• **Source data**:

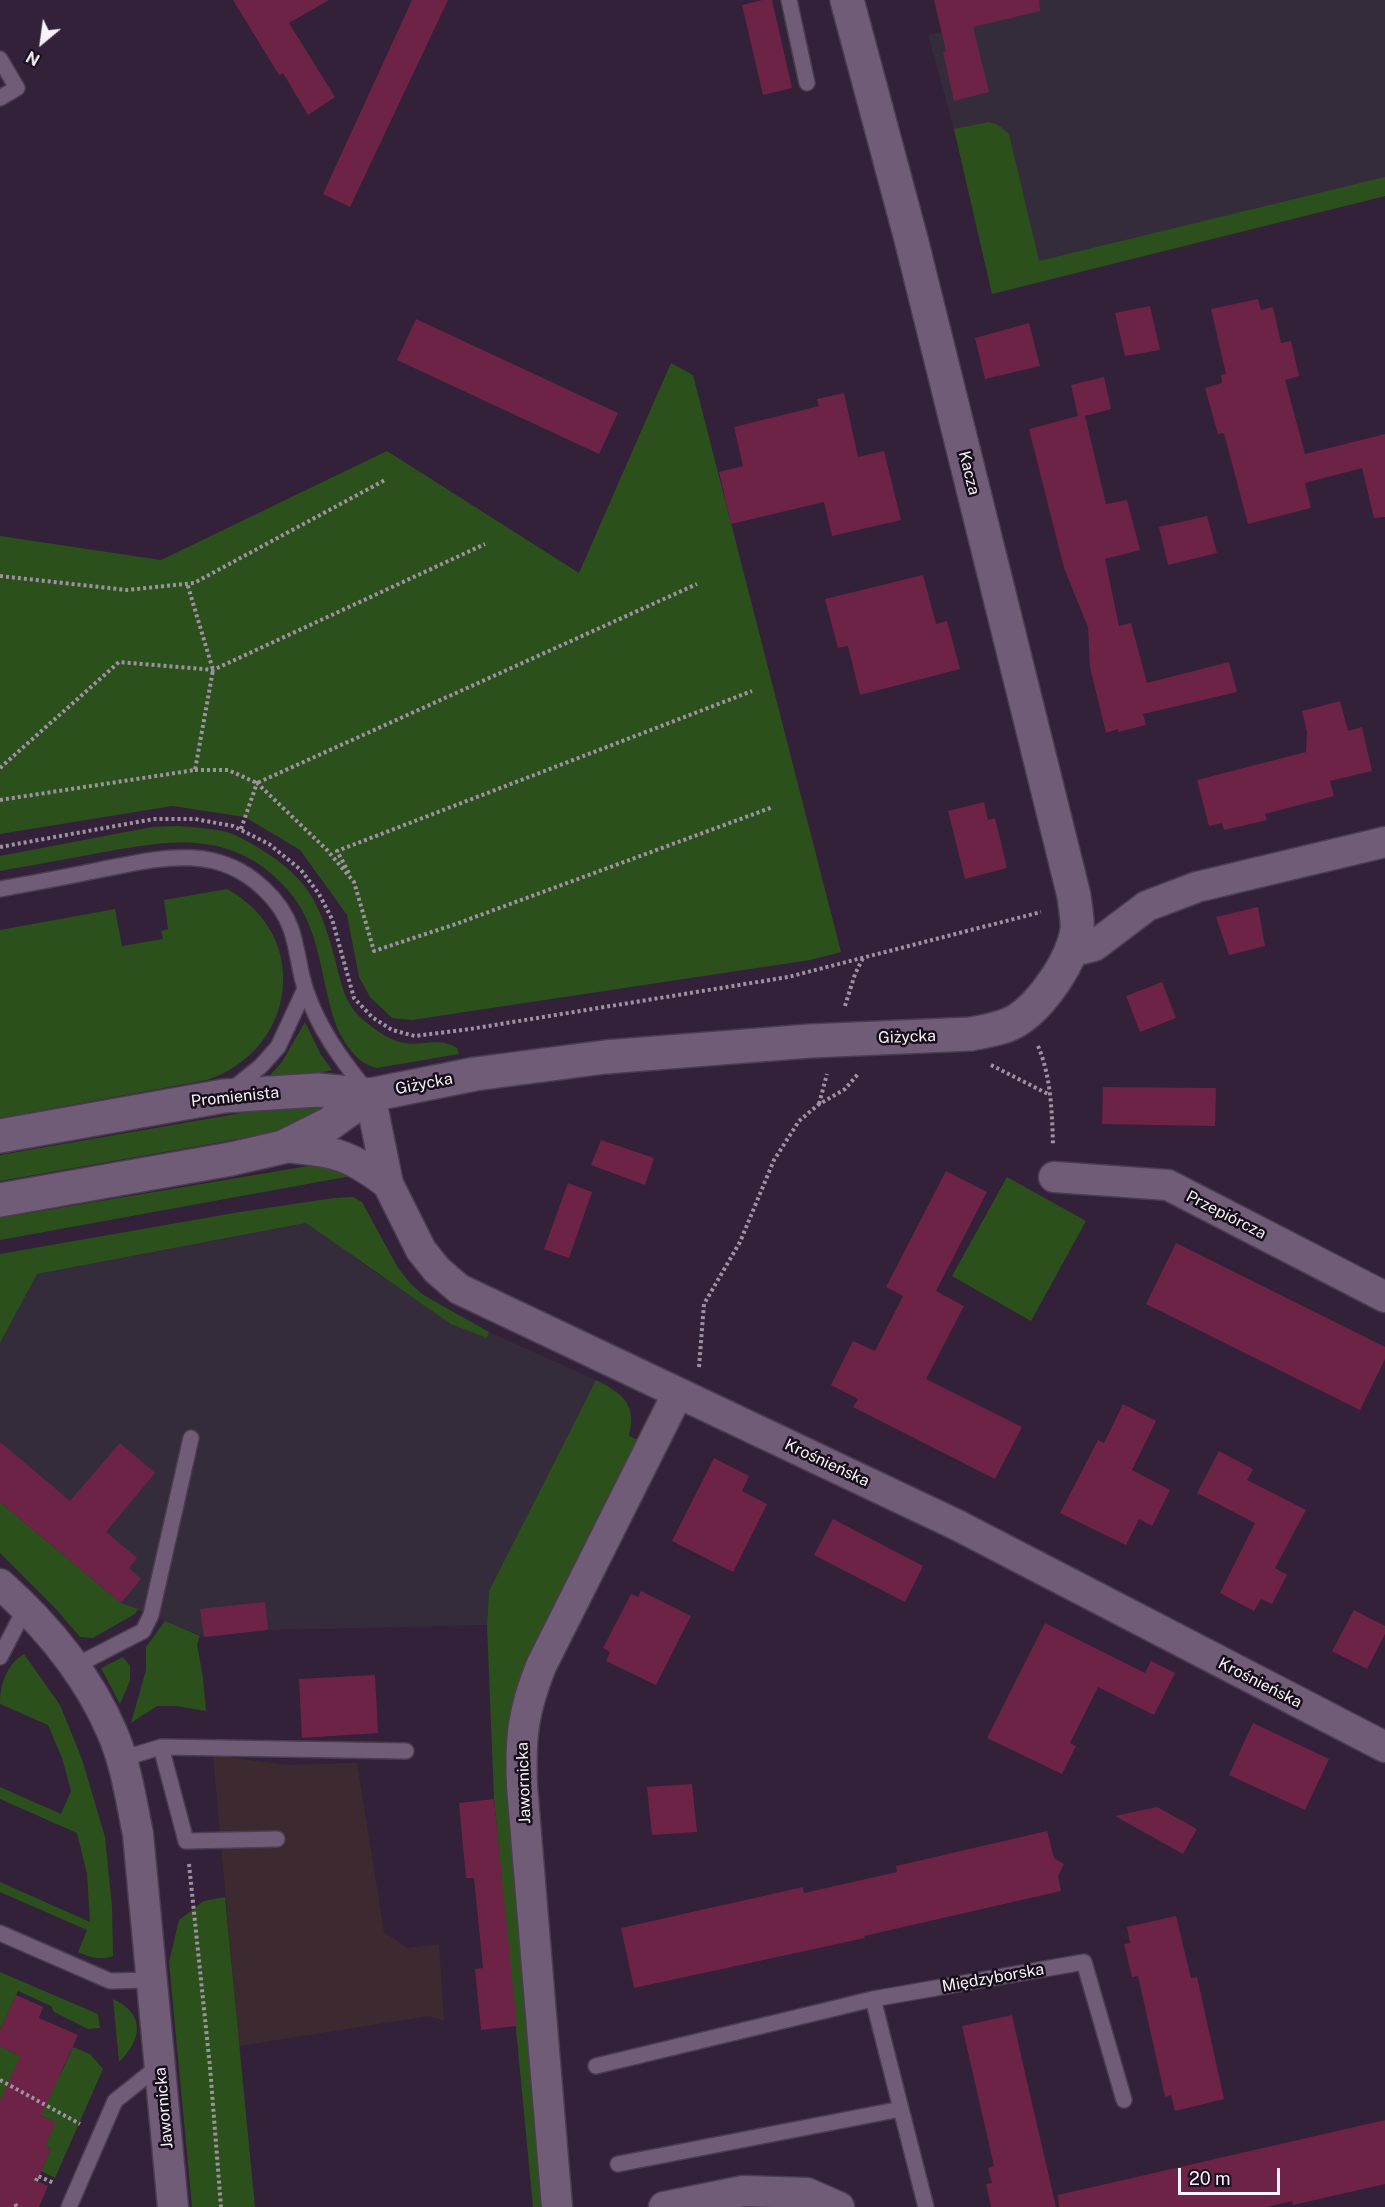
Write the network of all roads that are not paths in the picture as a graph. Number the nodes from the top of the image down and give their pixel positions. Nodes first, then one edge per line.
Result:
1 (789, 0) edge
2 (848, 0) edge
3 (0, 59) edge
4 (807, 83) dead end
5 (0, 98) edge
6 (1385, 842) edge
7 (0, 889) edge
8 (1071, 947) junction
9 (305, 989) junction
10 (370, 1095) junction
11 (224, 1096) junction
12 (0, 1136) edge
13 (283, 1147) junction
14 (1054, 1178) road end
15 (388, 1184) junction
16 (0, 1200) edge
17 (1385, 1297) edge
18 (688, 1385) junction
19 (191, 1438) dead end
20 (0, 1584) edge
21 (26, 1607) junction
22 (0, 1657) edge
23 (75, 1666) junction
24 (161, 1747) junction
25 (1385, 1748) edge
26 (406, 1751) dead end
27 (120, 1759) junction
28 (277, 1839) dead end
29 (0, 1933) edge
30 (152, 1980) junction
31 (873, 1999) junction
32 (160, 2065) junction
33 (596, 2067) dead end
34 (1124, 2100) dead end
35 (901, 2109) junction
36 (618, 2163) dead end
37 (745, 2199) edge
38 (69, 2207) edge
39 (173, 2207) edge
40 (557, 2207) edge
41 (664, 2207) edge
42 (839, 2207) edge
43 (926, 2207) edge

1 - 4 lane
2 - 8 street, Kacza
3 - 5 lane
6 - 8 street
7 - 9 lane
8 - 10 street, Giżycka
9 - 10 lane
9 - 11 lane
10 - 11 street, Promienista
10 - 13 street
10 - 15 street, Krośnieńska
11 - 12 street, Promienista
13 - 15 street
13 - 16 street
14 - 17 street, Przepiórcza
15 - 18 street, Krośnieńska
18 - 25 street, Krośnieńska
18 - 40 street, Jawornicka
19 - 23 lane
20 - 21 street, Jawornicka
21 - 22 lane
21 - 23 street, Jawornicka
23 - 27 street, Jawornicka
24 - 26 lane
24 - 27 lane
24 - 28 lane
27 - 30 street, Jawornicka
29 - 30 lane
30 - 32 street, Jawornicka
31 - 33 lane
31 - 34 lane, Międzyborska
31 - 35 lane
32 - 38 lane
32 - 39 street, Jawornicka
35 - 36 lane
35 - 43 lane
37 - 41 street
37 - 42 street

• **What you have to do**:
Collect every line above that contains the word "Promienista".

• **Output for this task**:
10 - 11 street, Promienista
11 - 12 street, Promienista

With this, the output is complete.